◆ Exercise instructions: Go through the entries below. Copy out every line that contains "edge".
-- Record set follows --
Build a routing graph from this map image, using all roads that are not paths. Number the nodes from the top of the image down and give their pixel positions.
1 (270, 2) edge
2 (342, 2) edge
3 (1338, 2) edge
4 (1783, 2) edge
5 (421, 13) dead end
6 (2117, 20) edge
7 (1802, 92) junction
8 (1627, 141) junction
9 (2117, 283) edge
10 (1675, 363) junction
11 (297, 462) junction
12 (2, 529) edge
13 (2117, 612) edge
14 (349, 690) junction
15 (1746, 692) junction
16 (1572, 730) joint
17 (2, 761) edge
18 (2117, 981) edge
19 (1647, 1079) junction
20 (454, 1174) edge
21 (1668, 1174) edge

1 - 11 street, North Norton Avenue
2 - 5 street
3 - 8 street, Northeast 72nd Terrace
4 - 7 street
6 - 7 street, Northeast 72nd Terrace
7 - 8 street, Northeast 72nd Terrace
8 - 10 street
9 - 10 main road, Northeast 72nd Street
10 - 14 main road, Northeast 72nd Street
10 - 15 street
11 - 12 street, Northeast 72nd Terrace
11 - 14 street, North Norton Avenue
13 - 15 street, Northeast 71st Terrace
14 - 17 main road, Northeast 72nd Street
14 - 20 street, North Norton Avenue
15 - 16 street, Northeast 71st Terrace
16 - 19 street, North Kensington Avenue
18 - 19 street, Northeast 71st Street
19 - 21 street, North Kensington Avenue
-- Record set concluded --
◆ Exercise response:
1 (270, 2) edge
2 (342, 2) edge
3 (1338, 2) edge
4 (1783, 2) edge
6 (2117, 20) edge
9 (2117, 283) edge
12 (2, 529) edge
13 (2117, 612) edge
17 (2, 761) edge
18 (2117, 981) edge
20 (454, 1174) edge
21 (1668, 1174) edge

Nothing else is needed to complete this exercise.